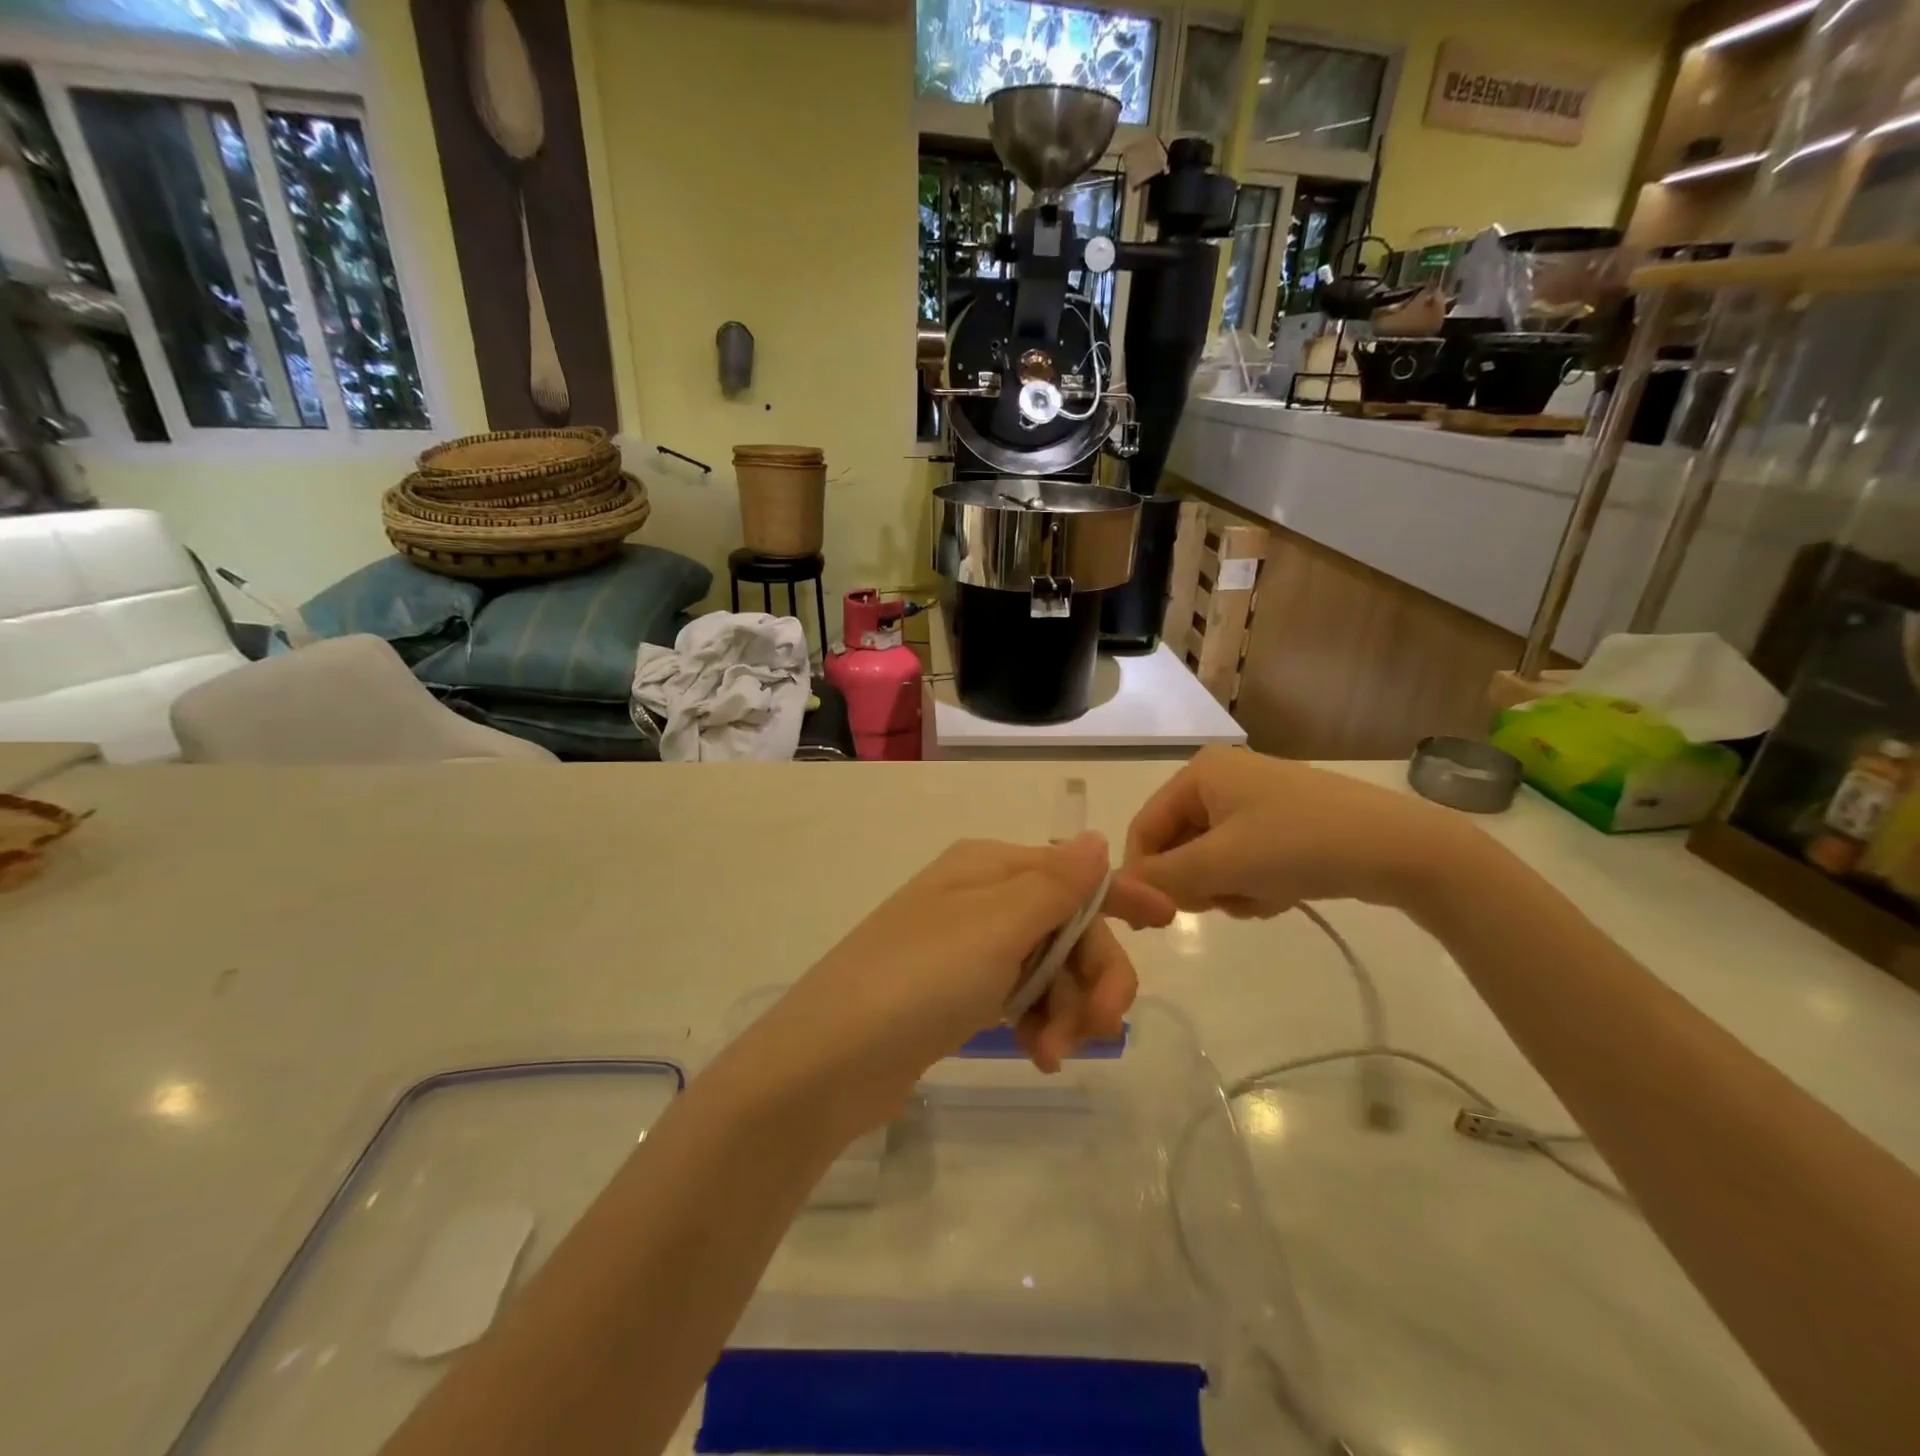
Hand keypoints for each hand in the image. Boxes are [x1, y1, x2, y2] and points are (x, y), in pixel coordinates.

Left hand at [754, 834, 1173, 1132]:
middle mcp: (980, 900)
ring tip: (1051, 1053)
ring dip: (1066, 1010)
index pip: (1071, 873)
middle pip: (1067, 927)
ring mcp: (967, 948)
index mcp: (988, 869)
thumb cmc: (917, 980)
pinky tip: (1037, 1055)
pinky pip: (1021, 997)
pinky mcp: (957, 995)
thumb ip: (1054, 885)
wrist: (828, 1060)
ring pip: (1049, 968)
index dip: (1121, 895)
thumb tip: (1095, 838)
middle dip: (1092, 976)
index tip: (1167, 922)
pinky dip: (1038, 1023)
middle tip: (1099, 1029)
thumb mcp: (994, 927)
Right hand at [1125, 747, 1465, 916]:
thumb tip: (1118, 889)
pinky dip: (1253, 883)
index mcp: (1200, 772)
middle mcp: (1222, 778)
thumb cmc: (1299, 844)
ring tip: (1262, 897)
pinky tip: (1282, 893)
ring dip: (1228, 888)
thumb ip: (1162, 878)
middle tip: (1224, 902)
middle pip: (1178, 844)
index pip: (1145, 827)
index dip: (1144, 873)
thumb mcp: (1222, 863)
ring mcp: (1256, 800)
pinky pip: (1243, 860)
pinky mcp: (1284, 823)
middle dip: (1198, 882)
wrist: (1402, 850)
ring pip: (1211, 859)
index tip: (1157, 917)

> _YOUR ASSIGNMENT_
Quote all of the entries word for word, omitting any pictures.

> _COMPLETED TASK_
Hand keypoints for each hand in the image. Boxes are [x1, y1, x2, y2] and points are (x, y), in pixel coordinates.

Left hand at [754, 834, 1173, 1132]:
middle mcp: (980, 900)
ring tip: (1051, 1053)
ring dip: (1066, 1010)
index pip: (1071, 873)
middle pip: (1067, 927)
ring mcp: (967, 948)
index mcp: (988, 869)
thumb cmc: (917, 980)
pinky tip: (1037, 1055)
pinky pip: (1021, 997)
pinky mcp: (957, 995)
thumb ip: (1054, 885)
wrist: (828, 1060)
ring pip: (1049, 968)
index dip: (1121, 895)
thumb tip: (1095, 838)
middle dip: (1092, 976)
index tip: (1167, 922)
pinky dip: (1038, 1023)
middle tip: (1099, 1029)
thumb mcp: (994, 927)
Right hand at [1125, 747, 1465, 916]:
thumb tip: (1118, 889)
pinky dip: (1253, 883)
index mcp: (1200, 772)
middle mcp: (1222, 778)
thumb cmc: (1299, 844)
ring tip: (1262, 897)
pinky tip: (1282, 893)
ring dip: (1228, 888)
thumb ip: (1162, 878)
middle tip: (1224, 902)
middle pip: (1178, 844)
index pip: (1145, 827)
index dip: (1144, 873)
thumb mcp: (1222, 863)
ring mcp: (1256, 800)
pinky pip: (1243, 860)
pinky mcp: (1284, 823)
middle dip: (1198, 882)
wrist: (1402, 850)
ring pip: (1211, 859)
index tip: (1157, 917)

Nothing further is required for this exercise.